'''

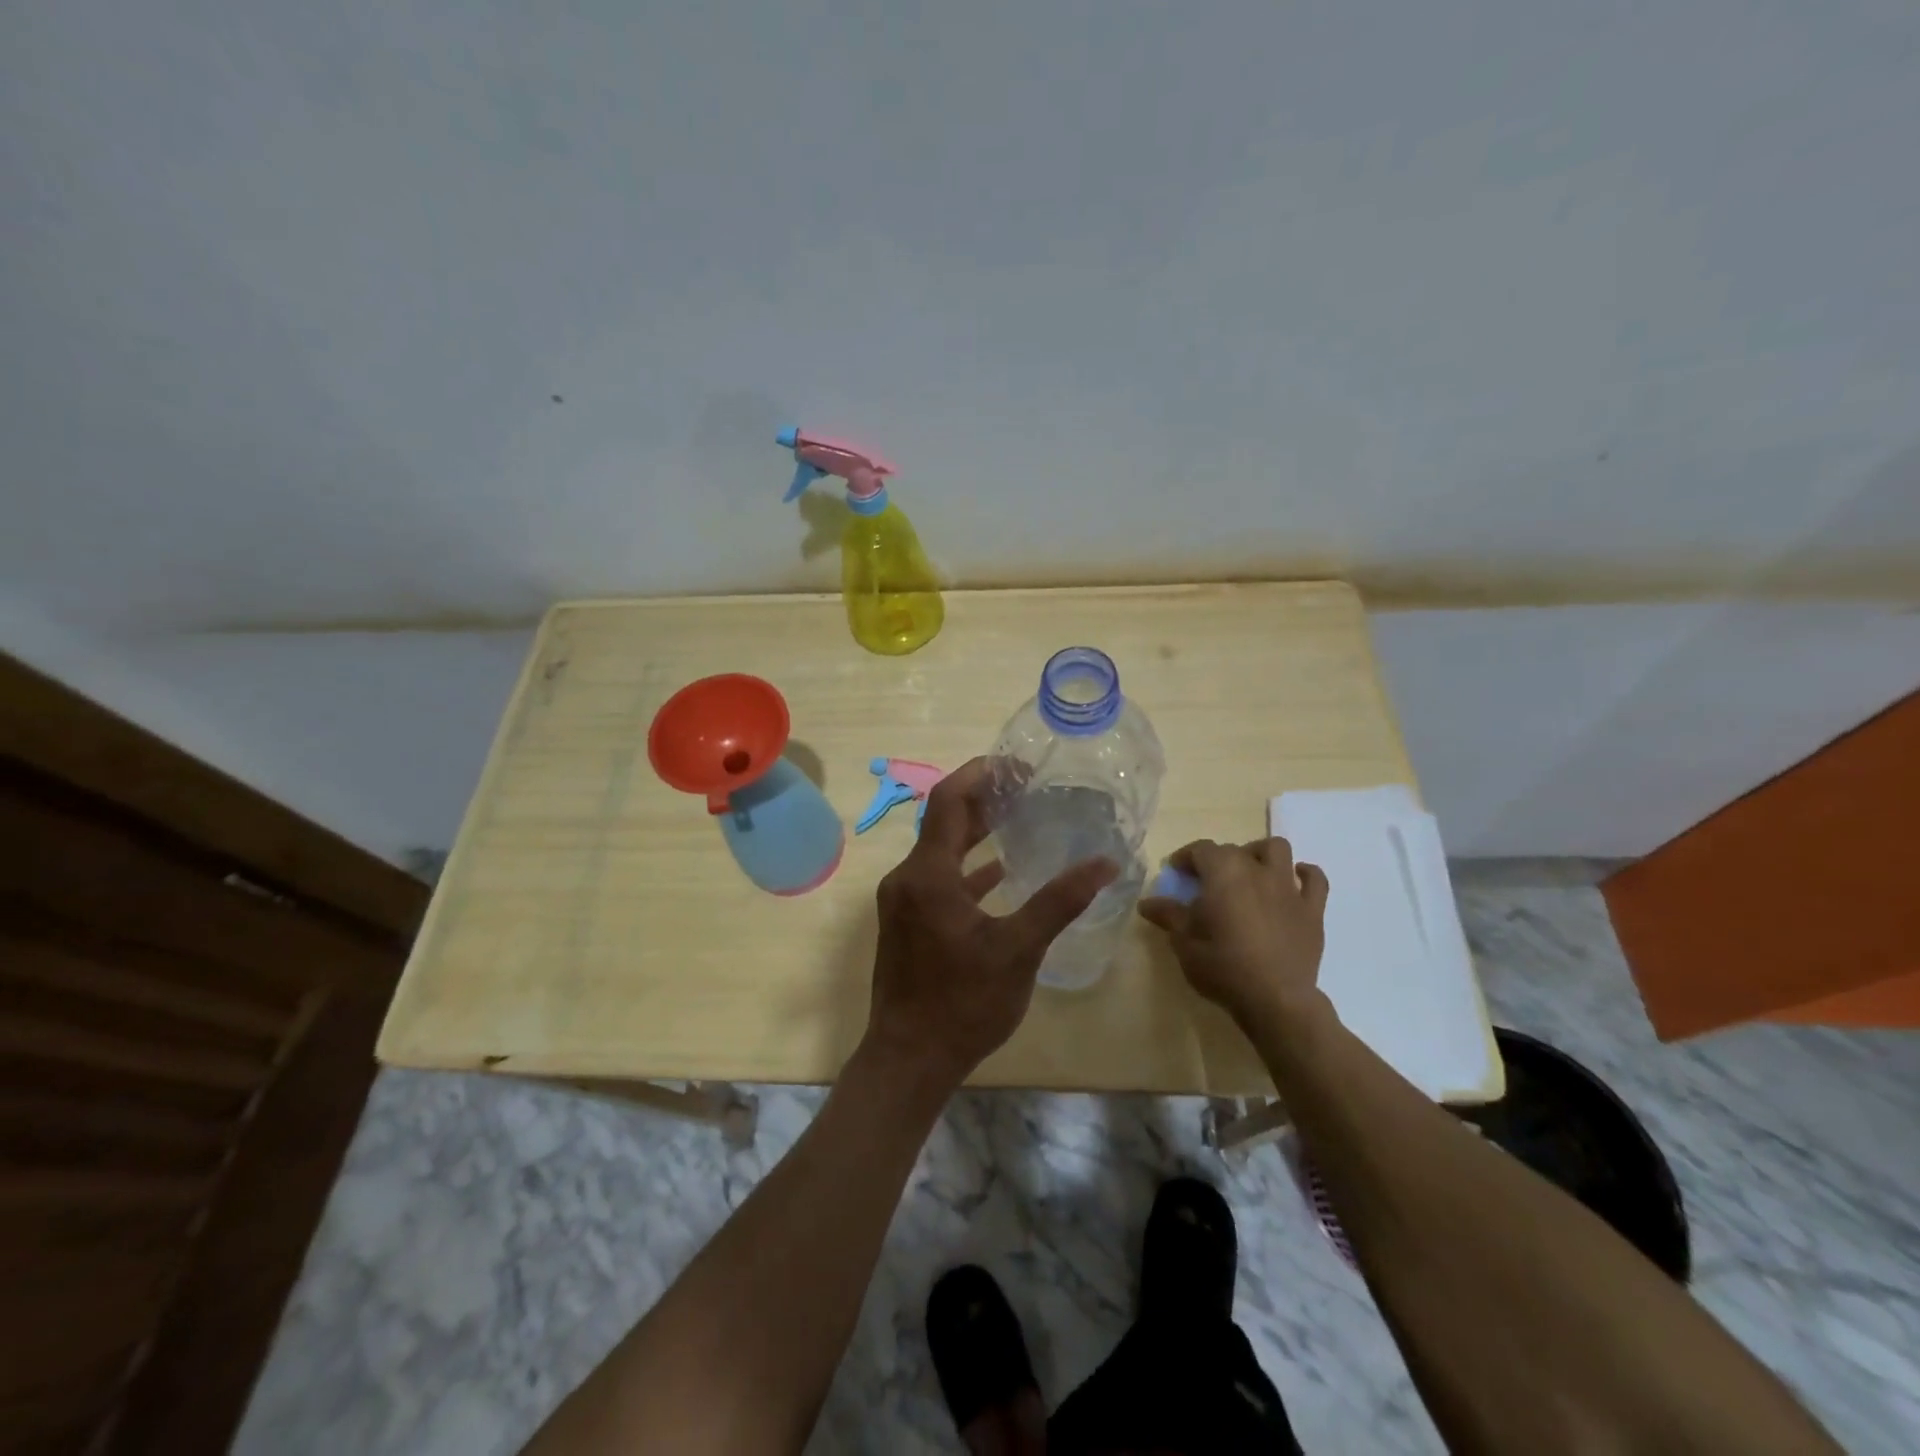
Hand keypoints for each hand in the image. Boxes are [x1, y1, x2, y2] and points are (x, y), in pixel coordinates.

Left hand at [863, 757, 1117, 1089]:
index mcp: (928, 874)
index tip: (1017, 766)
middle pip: (943, 822)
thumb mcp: (1018, 949)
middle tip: (1026, 789)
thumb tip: (1105, 862)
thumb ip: (1059, 901)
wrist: (909, 1059)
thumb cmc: (963, 1002)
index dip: (980, 774)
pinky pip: (939, 880)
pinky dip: (968, 870)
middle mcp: (908, 878)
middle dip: (982, 800)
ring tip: (1018, 820)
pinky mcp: (907, 923)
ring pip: (940, 852)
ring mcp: (903, 902)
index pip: (948, 799)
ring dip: (975, 834)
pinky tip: (1000, 874)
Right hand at [1137, 838, 1330, 1033]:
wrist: (1276, 1000)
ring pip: (1277, 849)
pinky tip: (1292, 883)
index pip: (1201, 849)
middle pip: (1234, 849)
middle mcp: (1257, 870)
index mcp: (1223, 873)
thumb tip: (1146, 903)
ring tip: (1249, 873)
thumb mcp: (1184, 942)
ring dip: (1260, 854)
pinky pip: (1315, 879)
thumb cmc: (1223, 967)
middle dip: (1218, 860)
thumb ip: (1168, 916)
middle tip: (1207, 884)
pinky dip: (1303, 875)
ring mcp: (1288, 888)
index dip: (1185, 857)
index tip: (1176, 873)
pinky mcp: (1312, 909)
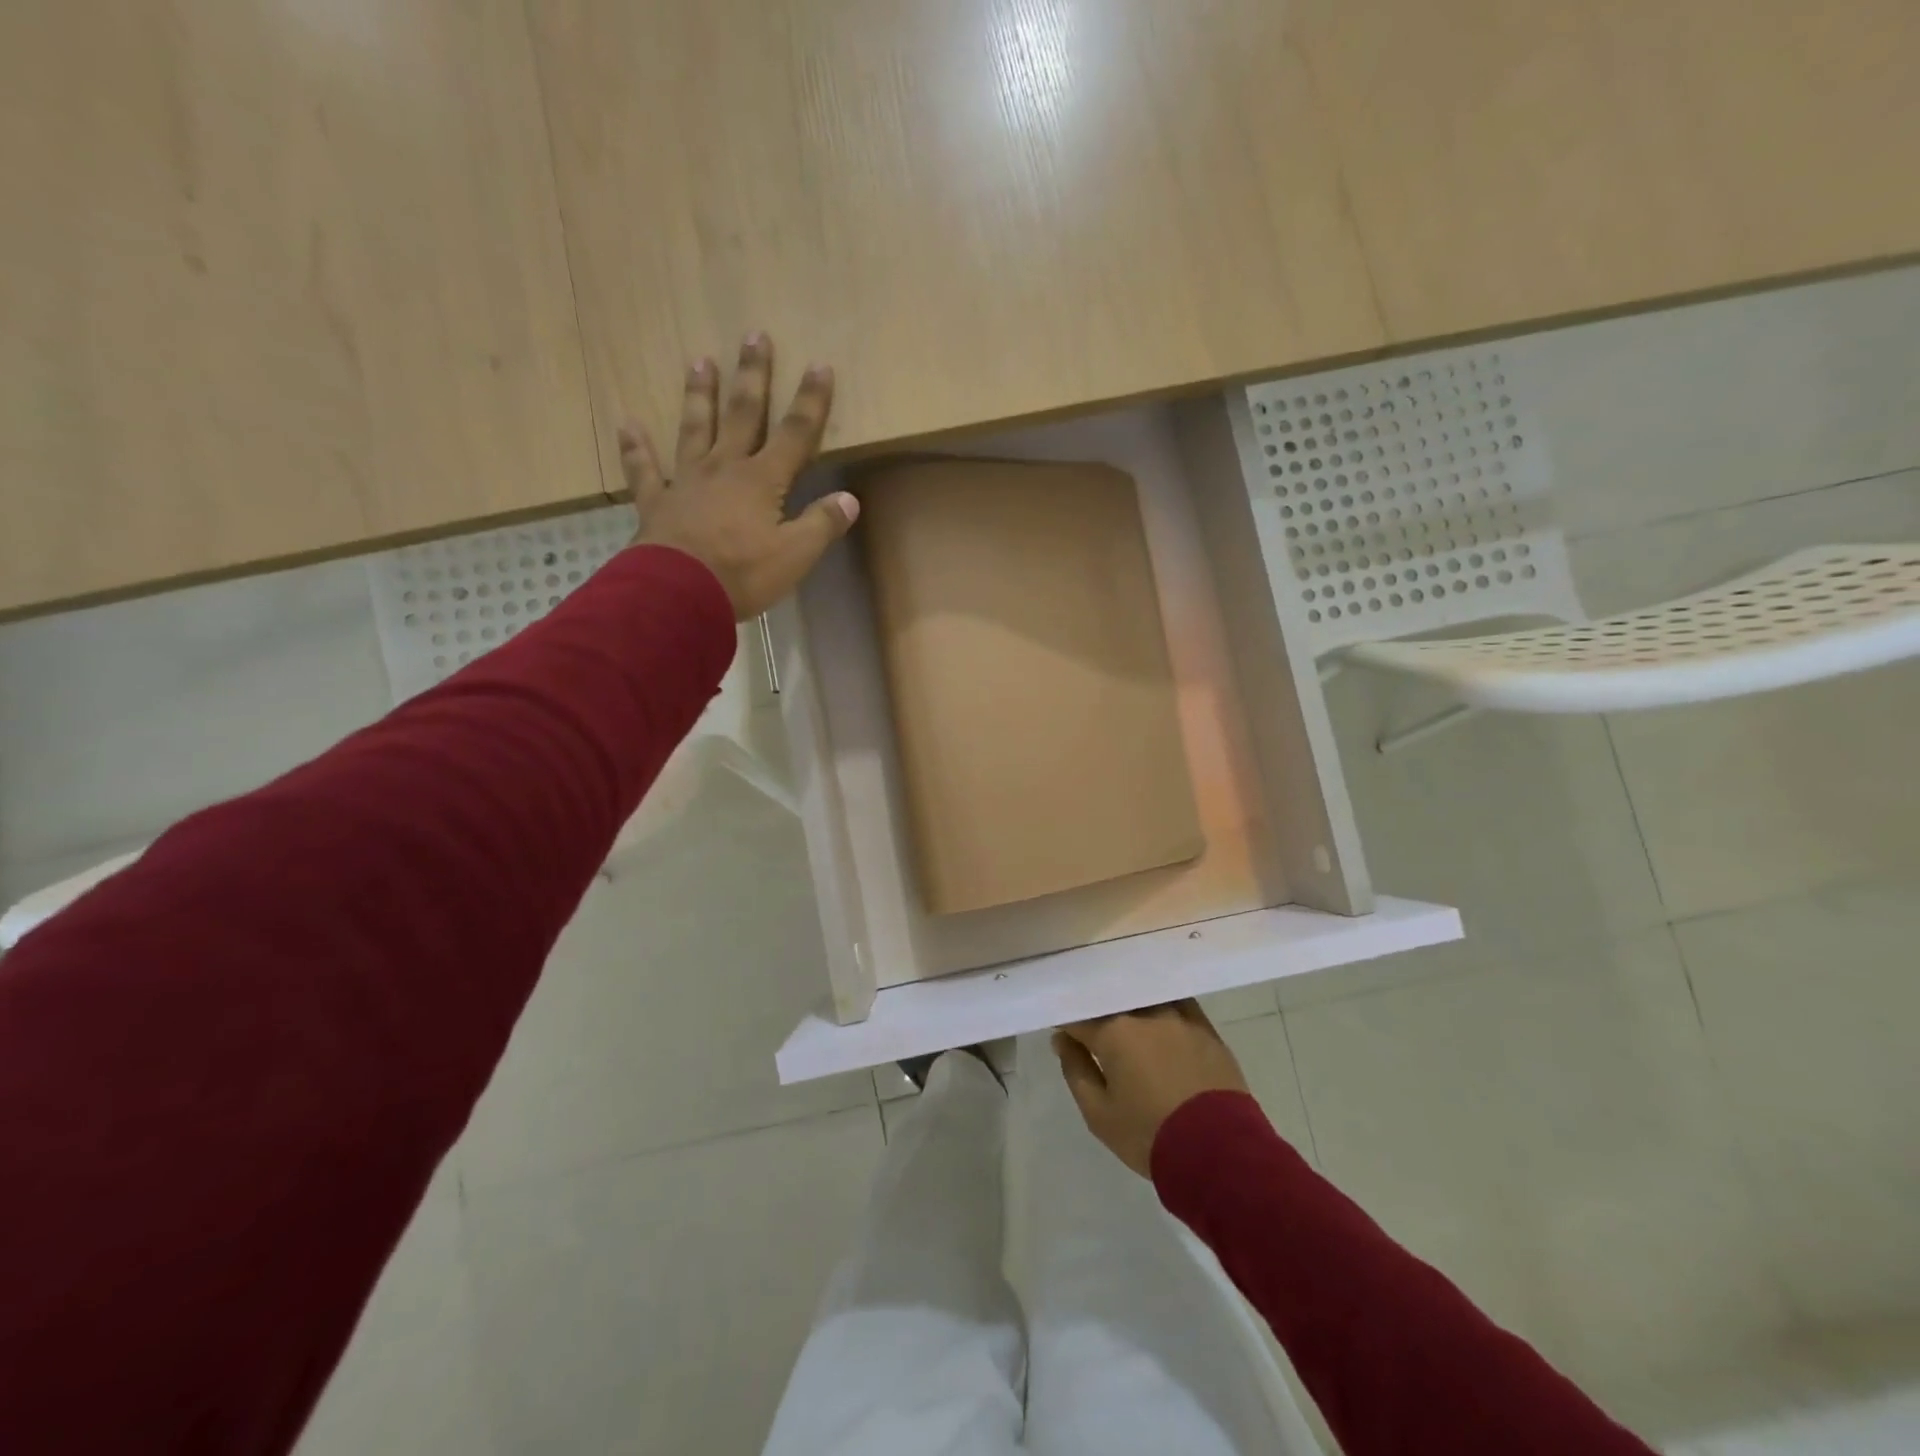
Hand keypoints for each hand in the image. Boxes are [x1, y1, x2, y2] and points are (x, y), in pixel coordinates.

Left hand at [621, 333, 858, 619]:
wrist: (678, 594)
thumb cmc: (743, 574)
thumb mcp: (796, 556)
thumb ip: (822, 525)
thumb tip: (850, 499)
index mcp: (762, 480)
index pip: (794, 433)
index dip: (810, 402)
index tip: (819, 366)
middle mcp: (724, 468)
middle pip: (741, 414)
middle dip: (752, 376)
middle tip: (754, 336)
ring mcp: (685, 481)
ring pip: (694, 429)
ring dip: (699, 396)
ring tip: (700, 361)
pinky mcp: (656, 502)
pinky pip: (643, 470)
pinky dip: (636, 447)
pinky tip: (627, 423)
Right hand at [1053, 1001, 1252, 1177]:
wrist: (1220, 1153)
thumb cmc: (1149, 1135)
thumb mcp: (1099, 1114)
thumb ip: (1076, 1070)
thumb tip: (1062, 1040)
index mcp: (1113, 1031)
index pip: (1079, 1015)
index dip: (1068, 1023)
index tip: (1064, 1033)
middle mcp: (1144, 1013)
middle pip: (1112, 1001)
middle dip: (1099, 1013)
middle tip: (1095, 1032)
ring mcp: (1178, 1015)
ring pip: (1145, 998)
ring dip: (1131, 1007)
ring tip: (1128, 1023)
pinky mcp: (1205, 1026)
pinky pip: (1176, 1004)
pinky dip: (1162, 1008)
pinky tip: (1160, 1019)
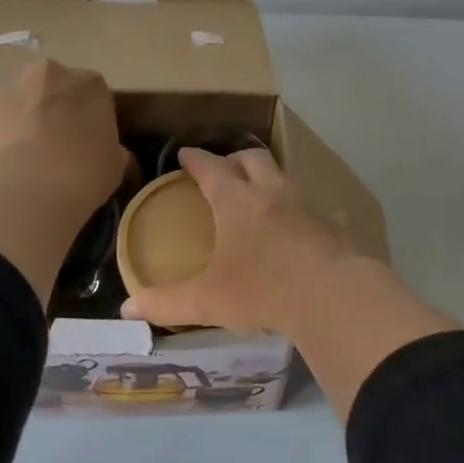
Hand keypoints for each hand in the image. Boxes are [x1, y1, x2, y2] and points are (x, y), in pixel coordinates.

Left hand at [0, 59, 124, 212]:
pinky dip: (0, 135)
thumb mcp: (115, 165)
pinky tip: (5, 164)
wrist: (27, 191)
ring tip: (28, 159)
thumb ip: (112, 148)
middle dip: (56, 109)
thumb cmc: (83, 175)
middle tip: (59, 146)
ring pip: (22, 101)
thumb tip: (109, 152)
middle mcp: (49, 74)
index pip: (94, 94)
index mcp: (90, 84)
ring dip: (25, 119)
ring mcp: (10, 87)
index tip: (89, 142)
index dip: (91, 118)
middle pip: (54, 88)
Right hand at [120, 147, 355, 332]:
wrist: (331, 297)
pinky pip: (324, 213)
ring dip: (273, 181)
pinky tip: (312, 228)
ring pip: (288, 180)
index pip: (211, 169)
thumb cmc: (261, 291)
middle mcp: (273, 195)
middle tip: (226, 167)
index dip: (196, 160)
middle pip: (254, 159)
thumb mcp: (207, 300)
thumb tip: (127, 309)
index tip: (186, 154)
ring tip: (265, 195)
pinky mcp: (336, 228)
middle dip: (236, 158)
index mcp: (237, 203)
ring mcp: (309, 208)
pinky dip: (313, 216)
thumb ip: (166, 303)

'''

What you are asked to do » Before answering, find the line with "thumb tip: (1105, 862)" in the records above; then reproduce exactly each line from the first through that line, leaving out pictures.

Response box »
Hand keypoints for each hand in the image. Boxes are [x1, y1, x2, y2] and points are (x, y), in pixel coordinates.

Left hand at [863, 757, 1117, 1089]:
index mcp: (928, 874)
index tip: (1017, 766)
middle pip: (943, 822)
thumb mcp: (1018, 949)
middle tip: (1026, 789)
thumb tip: (1105, 862)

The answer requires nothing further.